El mal sutil (*) se le aferró como una maldición y la consumió
joven. Sandro Botticelli, el “griego resucitado”, la grabó en su
mente, y sólo después de muerta –Simonetta jamás posó en vida–
hizo de ella un trazo ondulante, hermoso, una pincelada eterna.
Ella manifestó haber sentido sobre su cuerpo una aguda y ardiente
mirada que la iba gastando y consumiendo en un baño de colores...
Era que el pintor ya la había elegido como su única modelo, y la
estaba plasmando en sus cuadros como La Madonna de la granada,
La Primavera, Palas, La Calumnia, La Verdad, Flora, o la hermosa
Venus en pleno nacimiento, igual que fue el rostro de casi todas las
vírgenes que pintara el artista florentino.

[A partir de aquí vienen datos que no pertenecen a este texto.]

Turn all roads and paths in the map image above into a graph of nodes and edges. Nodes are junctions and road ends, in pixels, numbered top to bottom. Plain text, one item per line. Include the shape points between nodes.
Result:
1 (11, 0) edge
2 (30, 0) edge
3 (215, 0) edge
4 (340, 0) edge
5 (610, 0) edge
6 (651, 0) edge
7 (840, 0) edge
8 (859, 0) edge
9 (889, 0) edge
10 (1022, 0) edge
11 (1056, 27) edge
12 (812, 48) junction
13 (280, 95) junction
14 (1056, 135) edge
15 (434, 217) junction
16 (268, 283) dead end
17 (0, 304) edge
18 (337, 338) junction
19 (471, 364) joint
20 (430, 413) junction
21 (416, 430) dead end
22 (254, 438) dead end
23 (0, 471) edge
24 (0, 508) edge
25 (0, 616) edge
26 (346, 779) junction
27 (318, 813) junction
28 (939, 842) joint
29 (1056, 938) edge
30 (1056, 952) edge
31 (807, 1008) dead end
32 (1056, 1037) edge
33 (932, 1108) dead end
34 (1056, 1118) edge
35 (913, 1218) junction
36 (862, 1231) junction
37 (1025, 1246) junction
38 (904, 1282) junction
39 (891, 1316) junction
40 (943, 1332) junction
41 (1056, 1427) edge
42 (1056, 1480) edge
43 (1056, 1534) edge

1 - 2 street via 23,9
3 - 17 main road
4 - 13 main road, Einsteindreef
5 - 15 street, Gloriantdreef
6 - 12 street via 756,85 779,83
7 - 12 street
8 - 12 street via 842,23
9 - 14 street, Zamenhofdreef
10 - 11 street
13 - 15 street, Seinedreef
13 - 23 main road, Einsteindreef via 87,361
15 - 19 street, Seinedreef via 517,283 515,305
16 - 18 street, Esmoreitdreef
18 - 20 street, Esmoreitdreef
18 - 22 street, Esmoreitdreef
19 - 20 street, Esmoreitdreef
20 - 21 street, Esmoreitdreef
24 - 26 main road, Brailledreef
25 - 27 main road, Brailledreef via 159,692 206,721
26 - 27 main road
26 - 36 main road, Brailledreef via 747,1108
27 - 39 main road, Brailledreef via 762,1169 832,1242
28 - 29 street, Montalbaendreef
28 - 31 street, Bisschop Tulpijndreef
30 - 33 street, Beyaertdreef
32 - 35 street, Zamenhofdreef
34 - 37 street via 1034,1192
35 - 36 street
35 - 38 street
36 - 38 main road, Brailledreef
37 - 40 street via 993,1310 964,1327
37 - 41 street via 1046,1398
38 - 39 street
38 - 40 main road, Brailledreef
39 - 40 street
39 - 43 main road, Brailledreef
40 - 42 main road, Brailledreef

En los museos se la observa hoy, serena, pensativa... siempre
dispuesta a ser amada y mirada. Con ese rostro de todos los
tiempos, con esos pechos desnudos y el vientre y el pubis semiocultos,
abriendo un renacimiento, anunciando una nueva era: una
visión diferente para los seres maltratados de tanto oscurantismo, de
tanto odio teológico al sexo, propio de la umbría medieval.
Simonetta es, como el colibrí, una gota del arco iris.
(*) Enfermedad para la cual no se conocía cura, muy característica de la Edad
Media. La persona adelgazaba rápidamente, con fiebre y ahogos, hasta morir.